● What you need to do:
Find each line below that includes "nodes", then copy it.

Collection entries

*****

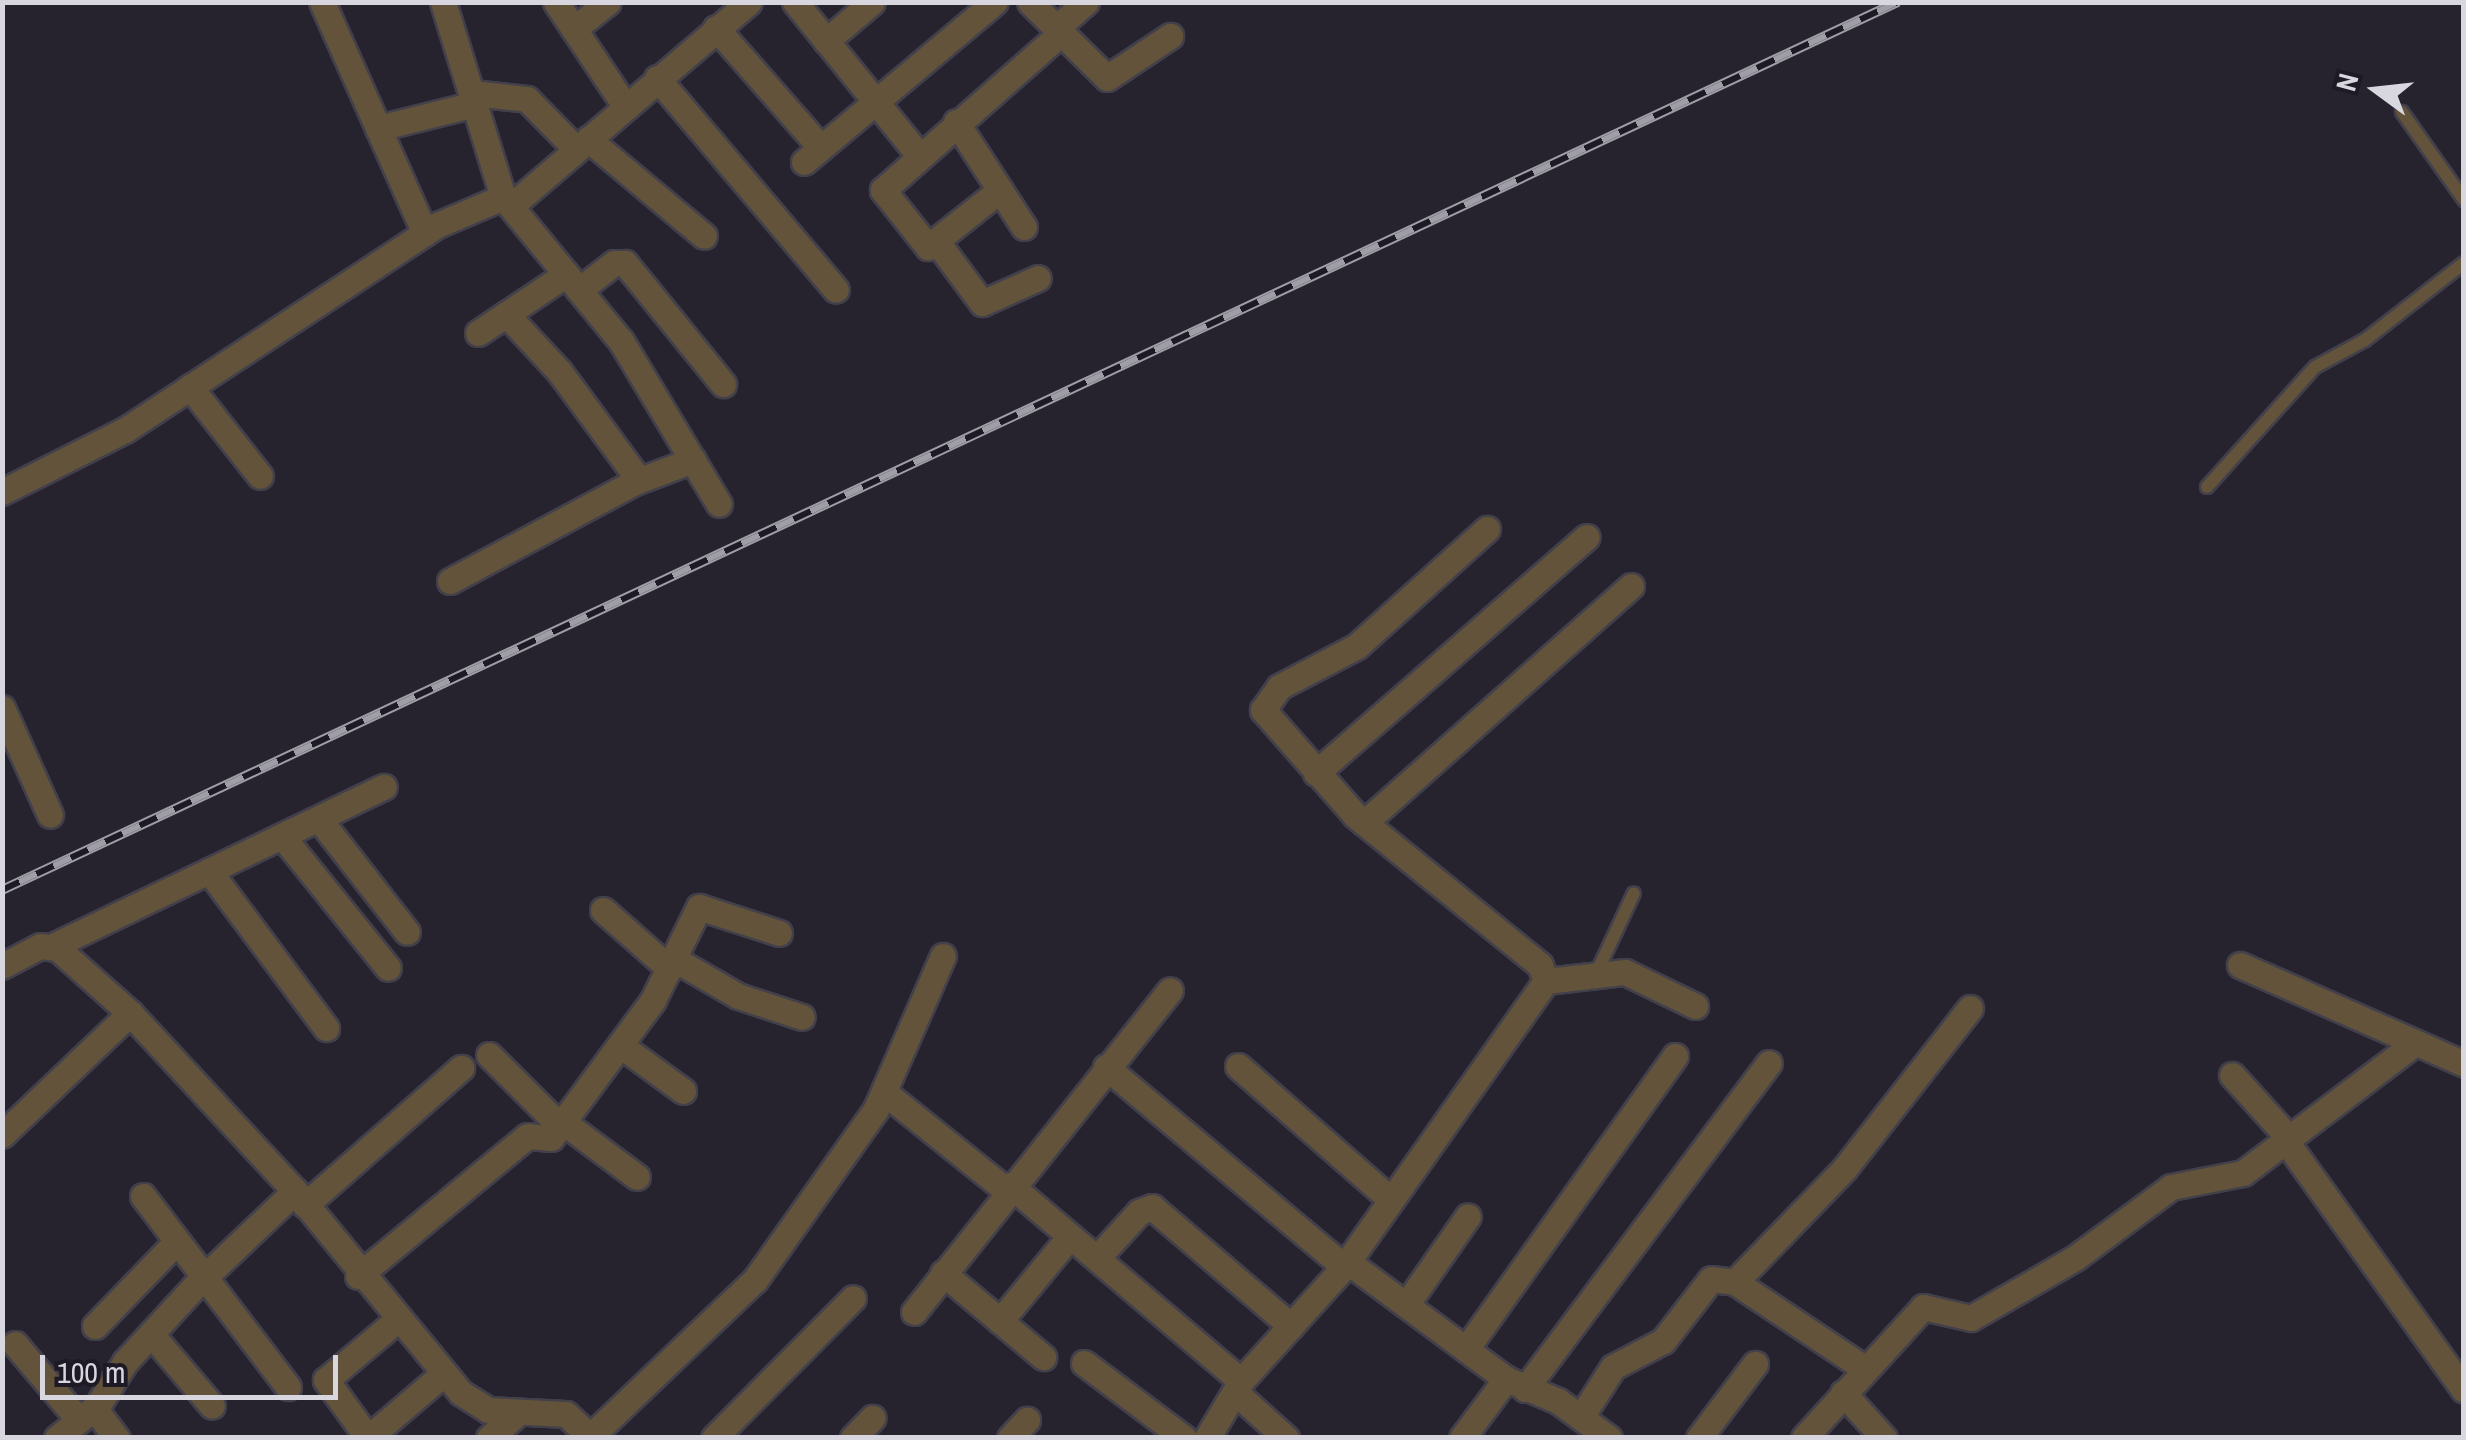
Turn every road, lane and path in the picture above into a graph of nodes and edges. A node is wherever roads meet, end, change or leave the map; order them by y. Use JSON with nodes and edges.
{"nodes":[{"id":1,"x":322,"y":2,"type":"edge"},
{"id":2,"x":444,"y":2,"type":"edge"},
{"id":3,"x":556,"y":2,"type":"edge"},
{"id":4,"x":608,"y":2,"type":"edge"},
{"id":5,"x":749,"y":2,"type":"edge"},
{"id":6,"x":795,"y":2,"type":"edge"},
{"id":7,"x":872,"y":2,"type":"edge"},
{"id":8,"x":995,"y":2,"type":"edge"},
{"id":9,"x":1030,"y":2,"type":"edge"},
{"id":10,"x":1086,"y":2,"type":"edge"},
{"id":11,"x":716,"y":28,"type":"junction"},
{"id":12,"x":574,"y":29,"type":"junction"},
{"id":13,"x":1058,"y":32,"type":"junction"},
{"id":14,"x":1170,"y":36,"type":"dead end"},
{"id":15,"x":826,"y":41,"type":"junction"},
{"id":16,"x":657,"y":78,"type":"junction"},
{"id":17,"x":473,"y":99,"type":"junction"},
{"id":18,"x":875,"y":103,"type":"junction"},
{"id":19,"x":625,"y":106,"type":"junction"},
{"id":20,"x":2402,"y":112,"type":"dead end"},
{"id":21,"x":956,"y":122,"type":"junction"},
{"id":22,"x":378,"y":128,"type":"junction"},
{"id":23,"x":582,"y":144,"type":"junction"},
{"id":24,"x":918,"y":154,"type":"junction"},
{"id":25,"x":1000,"y":190,"type":"junction"},
{"id":26,"x":2464,"y":200,"type":"edge"},
{"id":27,"x":507,"y":202,"type":"junction"},
{"id":28,"x":1024,"y":226,"type":"dead end"},
{"id":29,"x":425,"y":234,"type":"junction"},
{"id":30,"x":704,"y":236,"type":"dead end"},
{"id":31,"x":937,"y":242,"type":"junction"},
{"id":32,"x":2464,"y":264,"type":"edge"},
{"id":33,"x":1038,"y":278,"type":"dead end"},
{"id":34,"x":572,"y":282,"type":"junction"},
{"id":35,"x":836,"y":290,"type":"dead end"},
{"id":36,"x":506,"y":314,"type":"junction"},
{"id":37,"x":478,"y":333,"type":"dead end"},
{"id":38,"x":723,"y":384,"type":"dead end"},
{"id":39,"x":190,"y":387,"type":"junction"},
{"id":40,"x":693,"y":460,"type":"junction"},
{"id":41,"x":260,"y":476,"type":"dead end"},
{"id":42,"x":639,"y":480,"type":"junction"},
{"id":43,"x":2207,"y":487,"type":"dead end"},
{"id":44,"x":2,"y":492,"type":"edge"},
{"id":45,"x":719,"y":504,"type":"dead end"},
{"id":46,"x":1487,"y":529,"type":"dead end"},
{"id":47,"x":1587,"y":537,"type":"dead end"},
{"id":48,"x":450,"y":580,"type":"dead end"},
{"id":49,"x":1631,"y":586,"type":"dead end"},
{"id":50,"x":2,"y":708,"type":"edge"},
{"id":51,"x":11,"y":753,"type":"edge"},
{"id":52,"x":1316,"y":773,"type":"junction"},
{"id":53,"x":384,"y":788,"type":"dead end"},
{"id":54,"x":50,"y":816,"type":"dead end"},
{"id":55,"x":318,"y":819,"type":"junction"},
{"id":56,"x":1364,"y":823,"type":"junction"},
{"id":57,"x":282,"y":836,"type":"junction"},
{"id":58,"x":209,"y":872,"type":"junction"},
{"id":59,"x":1634,"y":894,"type":"dead end"},
{"id":60,"x":604,"y":910,"type":"dead end"},
{"id":61,"x":407,"y":932,"type":"dead end"},
{"id":62,"x":778,"y":933,"type":"dead end"},
{"id":63,"x":52,"y":946,"type":"junction"},
{"id":64,"x":943,"y":956,"type":"dead end"},
{"id":65,"x":672,"y":964,"type":"junction"},
{"id":66,"x":2,"y":966,"type":"edge"},
{"id":67,"x":2240,"y":966,"type":"dead end"},
{"id":68,"x":388,"y":968,"type":"dead end"},
{"id":69,"x":1596,"y":974,"type":"junction"},
{"id":70,"x":1546,"y":980,"type":"junction"},
{"id":71,"x":1170,"y":990,"type":"dead end"},
{"id":72,"x":1695,"y":1006,"type":"dead end"},
{"id":73,"x":1970,"y":1008,"type":"dead end"},
{"id":74,"x":130,"y":1012,"type":"junction"},
{"id":75,"x":802,"y":1017,"type":"dead end"},
{"id":76,"x":326,"y":1028,"type":"dead end"},
{"id":77,"x":2415,"y":1043,"type":"junction"},
{"id":78,"x":620,"y":1046,"type":"junction"},
{"id":79,"x":489,"y":1054,"type":"dead end"},
{"id":80,"x":1675,"y":1056,"type":"dead end"},
{"id":81,"x":1770,"y":1062,"type":"dead end"},
{"id":82,"x":2464,"y":1064,"type":"edge"},
{"id":83,"x":1238,"y":1066,"type":"dead end"},
{"id":84,"x":1106,"y":1067,"type":"junction"},
{"id":85,"x":461,"y":1068,"type":"dead end"},
{"id":86,"x":2232,"y":1075,"type":"dead end"},
{"id":87,"x":684,"y":1091,"type":"dead end"},
{"id":88,"x":884,"y":1092,"type":"junction"},
{"id":89,"x":561,"y":1124,"type":"junction"},
{"id":90,"x":2,"y":1134,"type":"edge"},
{"id":91,"x":2287,"y":1139,"type":"junction"},
{"id":92,"x":638,"y":1176,"type":"dead end"},
{"id":93,"x":1008,"y":1188,"type":"junction"},
{"id":94,"x":143,"y":1196,"type":"dead end"},
{"id":95,"x":300,"y":1198,"type":"junction"},
{"id":96,"x":1391,"y":1200,"type":"junction"},
{"id":97,"x":1468,"y":1216,"type":"dead end"},
{"id":98,"x":1070,"y":1236,"type":"junction"},
{"id":99,"x":177,"y":1241,"type":"junction"},
{"id":100,"x":1096,"y":1258,"type":"junction"},
{"id":101,"x":1346,"y":1264,"type":"junction"},
{"id":102,"x":943,"y":1273,"type":"junction"},
{"id":103,"x":358,"y":1276,"type":"junction"},
{"id":104,"x":204,"y":1277,"type":"junction"},
{"id":105,"x":1735,"y":1282,"type":"junction"},
{"id":106,"x":853,"y":1298,"type":"dead end"},
{"id":107,"x":1406,"y":1305,"type":"junction"},
{"id":108,"x":914,"y":1312,"type":"dead end"},
{"id":109,"x":396,"y":1320,"type":"junction"},
{"id":110,"x":1000,"y":1321,"type":"junction"},
{"id":111,"x":95,"y":1326,"type":"dead end"},
{"id":112,"x":1291,"y":1326,"type":"junction"},
{"id":113,"x":151,"y":1334,"type":"junction"},
{"id":114,"x":16,"y":1344,"type":"dead end"},
{"id":115,"x":1466,"y":1349,"type":"junction"},
{"id":116,"x":1042,"y":1357,"type":"dead end"},
{"id":117,"x":1084,"y":1363,"type":"dead end"},
{"id":118,"x":1755,"y":1364,"type":"dead end"},
{"id":119,"x":1864,"y":1368,"type":"junction"},
{"id":120,"x":443,"y":1374,"type":"junction"},
{"id":121,"x":1516,"y":1384,"type":"junction"},
{"id":122,"x":1238,"y":1386,"type":"junction"},
{"id":123,"x":288,"y":1387,"type":"dead end"},
{"id":124,"x":2464,"y":1390,"type":"edge"},
{"id":125,"x":1843,"y":1393,"type":"junction"},
{"id":126,"x":212,"y":1406,"type":"dead end"},
{"id":127,"x":519,"y":1412,"type":"junction"},
{"id":128,"x":87,"y":1414,"type":"junction"},
{"id":129,"x":1581,"y":1417,"type":"junction"},
{"id":130,"x":872,"y":1418,"type":"dead end"},
{"id":131,"x":592,"y":1437,"type":"edge"},
{"id":132,"x":57,"y":1438,"type":"edge"},
{"id":133,"x":116,"y":1438,"type":"edge"},
{"id":134,"x":368,"y":1438,"type":"edge"},
{"id":135,"x":490,"y":1438,"type":"edge"},
{"id":136,"x":714,"y":1438,"type":"edge"},
{"id":137,"x":853,"y":1438,"type":"edge"},
{"id":138,"x":1184,"y":1438,"type":"edge"},
{"id":139,"x":1207,"y":1438,"type":"edge"},
{"id":140,"x":1286,"y":1438,"type":"edge"},
{"id":141,"x":1462,"y":1438,"type":"edge"},
{"id":142,"x":1609,"y":1438,"type":"edge"},
{"id":143,"x":1699,"y":1438,"type":"edge"},
{"id":144,"x":1804,"y":1438,"type":"edge"},
{"id":145,"x":1884,"y":1438,"type":"edge"}],
"edges":[{"from":1,"to":22,"type":"street"},
{"from":2,"to":17,"type":"street"},
{"from":3,"to":12,"type":"street"},
{"from":4,"to":12,"type":"street"},
{"from":5,"to":11,"type":"street"},
{"from":6,"to":15,"type":"street"},
{"from":7,"to":15,"type":"street"},
{"from":8,"to":18,"type":"street"},
{"from":9,"to":13,"type":"street"},
{"from":10,"to":13,"type":"street"},
{"from":11,"to":16,"type":"street"},
{"from":11,"to":18,"type":"street"},
{"from":12,"to":19,"type":"street"},
{"from":13,"to":14,"type":"street"},
{"from":13,"to":21,"type":"street"},
{"from":15,"to":18,"type":"street"},
{"from":16,"to":19,"type":"street"},
{"from":16,"to":35,"type":"street"},
{"from":17,"to":22,"type":"street"},
{"from":17,"to":23,"type":"street"},
{"from":17,"to":27,"type":"street"},
{"from":18,"to":24,"type":"street"},
{"from":19,"to":23,"type":"street"},
{"from":20,"to":26,"type":"lane"},
{"from":21,"to":24,"type":"street"},
{"from":21,"to":25,"type":"street"},
{"from":22,"to":29,"type":"street"},
{"from":23,"to":27,"type":"street"},
{"from":23,"to":30,"type":"street"},
{"from":24,"to":31,"type":"street"},
{"from":25,"to":28,"type":"street"},
{"from":25,"to":31,"type":"street"},
{"from":27,"to":29,"type":"street"},
{"from":27,"to":34,"type":"street"},
{"from":29,"to":39,"type":"street"},
{"from":31,"to":33,"type":"street"},
{"from":32,"to":43,"type":"lane"},
{"from":34,"to":36,"type":"street"},
{"from":34,"to":38,"type":"street"},
{"from":34,"to":40,"type":"street"},
{"from":36,"to":37,"type":"street"},
{"from":36,"to":42,"type":"street"},
{"from":39,"to":41,"type":"street"},
{"from":39,"to":44,"type":"street"},
{"from":40,"to":42,"type":"street"},
{"from":40,"to":45,"type":"street"},
{"from":42,"to":48,"type":"street"},
{"from":46,"to":52,"type":"street"},
{"from":47,"to":52,"type":"street"},
{"from":49,"to":56,"type":"street"},
{"from":50,"to":51,"type":"street"},
{"from":51,"to":54,"type":"street"},
{"from":52,"to":56,"type":"street"},
{"from":53,"to":55,"type":"street"},
{"from":55,"to":57,"type":"street"},
{"from":55,"to":61,"type":"street"},
{"from":56,"to":70,"type":"street"},
{"from":57,"to":58,"type":"street"},
{"from":57,"to":68,"type":"street"},
{"from":58,"to":63,"type":"street"},
{"from":58,"to":76,"type":"street"},
{"from":59,"to":69,"type":"lane"},
{"from":60,"to":65,"type":"street"},
{"from":62,"to":65,"type":"street"},
{"from":63,"to":66,"type":"street"},
{"from":63,"to":74,"type":"street"},
{"from":64,"to":88,"type":"street"},
{"from":65,"to":75,"type":"street"},
{"from":65,"to":78,"type":"street"},
{"from":67,"to":77,"type":"street"},
{"from":69,"to":70,"type":"street"},
{"from":69,"to":72,"type":"street"},
{"from":70,"to":96,"type":"street"},
{"from":71,"to":84,"type":"street"},
{"from":73,"to":105,"type":"street"},
{"from":74,"to":90,"type":"street"},
{"from":74,"to":95,"type":"street"},
{"from":77,"to":82,"type":"street"},
{"from":77,"to":91,"type":"street"},
{"from":78,"to":87,"type":"street"},
{"from":78,"to":89,"type":"street"},
{"from":79,"to":89,"type":"street"},
{"from":80,"to":115,"type":"street"},
{"from":81,"to":121,"type":"street"},
{"from":83,"to":96,"type":"street"},
{"from":84,"to":93,"type":"street"},
{"from":84,"to":101,"type":"street"},
{"from":85,"to":95,"type":"street"},
{"from":86,"to":91,"type":"street"},
{"from":88,"to":93,"type":"street"},
{"from":88,"to":131,"type":"street"},
{"from":89,"to":92,"type":"street"},
{"from":89,"to":103,"type":"street"},
{"from":91,"to":119,"type":"street"},
{"from":91,"to":124,"type":"street"},
{"from":93,"to":98,"type":"street"},
{"from":93,"to":102,"type":"street"},
{"from":94,"to":99,"type":"street"},
{"from":95,"to":103,"type":"street"},
{"from":95,"to":104,"type":"street"},
{"from":96,"to":101,"type":"street"},
{"from":97,"to":107,"type":"street"},
{"from":98,"to":100,"type":"street"},
{"from":98,"to":110,"type":"street"},
{"from":99,"to":104,"type":"street"},
{"from":99,"to":111,"type":"street"},
{"from":100,"to":112,"type":"street"},
{"from":100,"to":122,"type":"street"},
{"from":101,"to":107,"type":"street"},
{"from":101,"to":112,"type":"street"},
{"from":102,"to":108,"type":"street"},
{"from":102,"to":110,"type":"street"},
{"from":103,"to":109,"type":"street"},
{"from":104,"to":113,"type":"street"},
{"from":104,"to":123,"type":"street"},
{"from":105,"to":119,"type":"street"},
{"from":105,"to":129,"type":"street"},
{"from":106,"to":136,"type":"street"},
{"from":107,"to":115,"type":"street"},
{"from":109,"to":120,"type":"street"},
{"from":109,"to":134,"type":"street"},
{"from":110,"to":116,"type":"street"},
{"from":112,"to":122,"type":"street"},
{"from":113,"to":126,"type":"street"},
{"from":113,"to":128,"type":"street"},
{"from":114,"to":128,"type":"street"},
{"from":115,"to":121,"type":"street"},
{"from":117,"to":138,"type":"street"},
{"from":118,"to":143,"type":"street"},
{"from":119,"to":125,"type":"street"},
{"from":120,"to":127,"type":"street"},
{"from":120,"to":134,"type":"street"},
{"from":121,"to":129,"type":"street"},
{"from":121,"to":141,"type":"street"},
{"from":122,"to":139,"type":"street"},
{"from":122,"to":140,"type":"street"},
{"from":125,"to":144,"type":"street"},
{"from":125,"to":145,"type":"street"},
{"from":127,"to":131,"type":"street"},
{"from":127,"to":135,"type":"street"},
{"from":128,"to":132,"type":"street"},
{"from":128,"to":133,"type":"street"},
{"from":129,"to":142,"type":"street"},
{"from":130,"to":137,"type":"street"}]}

*****

● Result for this exercise:
Turn every road, lane and path in the picture above into a graph of nodes and edges. A node is wherever roads meet, end, change or leave the map; order them by y. Use JSON with nodes and edges.
{"nodes":[{"id":1,"x":322,"y":2,"type":"edge"},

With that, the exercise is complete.